Consider an arbitrary connected (acyclic/cyclic) undirected graph with N Vertices, with vertex numbered from 1 to N. Each vertex has some value assigned to it. Let the values be denoted by A1, A2, A3, ... AN, where A[i] denotes value of ith vertex. Let P be a permutation of A. Each operation, we can swap values of two adjacent vertices. Is it possible to achieve A = P, i.e. after all swapping operation A[i] = P[i] for all 1 <= i <= N. In other words, each vertex i should have value P[i] after the operations. P.S - I was confused about where to ask this - stack overflow or math.stack exchange. Apologies in advance.

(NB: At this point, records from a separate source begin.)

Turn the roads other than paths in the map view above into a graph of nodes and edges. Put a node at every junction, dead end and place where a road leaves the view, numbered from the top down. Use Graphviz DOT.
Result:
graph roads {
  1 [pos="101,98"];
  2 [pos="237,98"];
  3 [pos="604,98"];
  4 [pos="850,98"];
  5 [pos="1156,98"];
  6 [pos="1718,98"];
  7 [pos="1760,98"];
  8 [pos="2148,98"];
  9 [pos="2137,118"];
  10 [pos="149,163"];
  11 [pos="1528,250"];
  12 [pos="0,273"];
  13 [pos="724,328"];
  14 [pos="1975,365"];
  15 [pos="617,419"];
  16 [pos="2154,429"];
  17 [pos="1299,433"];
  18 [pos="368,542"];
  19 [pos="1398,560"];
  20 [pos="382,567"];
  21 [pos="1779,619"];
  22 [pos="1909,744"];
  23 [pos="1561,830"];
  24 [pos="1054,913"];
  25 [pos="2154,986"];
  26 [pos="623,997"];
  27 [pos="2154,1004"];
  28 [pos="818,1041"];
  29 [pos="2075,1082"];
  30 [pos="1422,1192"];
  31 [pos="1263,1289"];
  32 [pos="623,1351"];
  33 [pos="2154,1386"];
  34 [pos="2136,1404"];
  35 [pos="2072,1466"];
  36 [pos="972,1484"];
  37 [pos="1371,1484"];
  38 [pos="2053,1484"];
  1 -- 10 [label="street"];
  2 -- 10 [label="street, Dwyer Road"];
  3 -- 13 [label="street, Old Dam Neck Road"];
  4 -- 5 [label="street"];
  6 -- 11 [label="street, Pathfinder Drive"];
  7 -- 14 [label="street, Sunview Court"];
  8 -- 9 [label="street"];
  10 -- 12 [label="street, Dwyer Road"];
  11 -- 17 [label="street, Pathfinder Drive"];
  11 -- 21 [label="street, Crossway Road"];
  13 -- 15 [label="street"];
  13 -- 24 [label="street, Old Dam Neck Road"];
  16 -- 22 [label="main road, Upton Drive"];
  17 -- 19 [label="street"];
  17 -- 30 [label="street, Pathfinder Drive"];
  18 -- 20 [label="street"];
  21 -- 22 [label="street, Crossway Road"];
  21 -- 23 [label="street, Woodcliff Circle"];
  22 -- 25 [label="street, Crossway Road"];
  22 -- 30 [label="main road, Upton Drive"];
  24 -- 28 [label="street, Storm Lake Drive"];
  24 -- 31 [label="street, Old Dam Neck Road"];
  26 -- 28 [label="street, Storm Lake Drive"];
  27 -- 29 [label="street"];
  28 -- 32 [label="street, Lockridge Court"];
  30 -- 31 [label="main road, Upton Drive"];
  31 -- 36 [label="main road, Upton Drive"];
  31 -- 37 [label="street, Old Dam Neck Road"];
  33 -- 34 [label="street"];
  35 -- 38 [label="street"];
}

Edit 1: I think the answer should be Yes. But I am only saying this on basis of case analysis of different types of graphs of 5 vertices. I tried to modify the permutation to Q where Q1 < Q2 < .. This changes a problem a bit that now final state should be A1 < A2 < A3... AN. So it can be said can the graph be sorted? Please correct me if my assumption is wrong.
CodePudding user response:
Indeed this is possible. Since we've got a connected graph, we can remove edges until you've got a tree. Removing an edge simply means we won't use it to do adjacent swaps in this case. "Removing a node" simply means we'll never swap the value of the node.

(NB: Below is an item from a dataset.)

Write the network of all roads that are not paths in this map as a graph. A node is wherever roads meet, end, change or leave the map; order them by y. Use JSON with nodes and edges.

Now we can use the following algorithm to produce the permutation:
- Choose a leaf and determine the position of the value intended to be located there after the permutation. Repeatedly swap the value with the next one on the path to the leaf until the value reaches the leaf.
- Remove the leaf from the tree; the resulting graph still is a tree
- Continue with 1., if there are any nodes left.
In each iteration we reduce the size of the graph by 1 by doing a number of swaps that can be bounded from above by the number of nodes, so with a finite number of swaps we're able to produce the premutation. The algorithm may not yield a solution using the optimum number of swaps, but it shows that it can be done.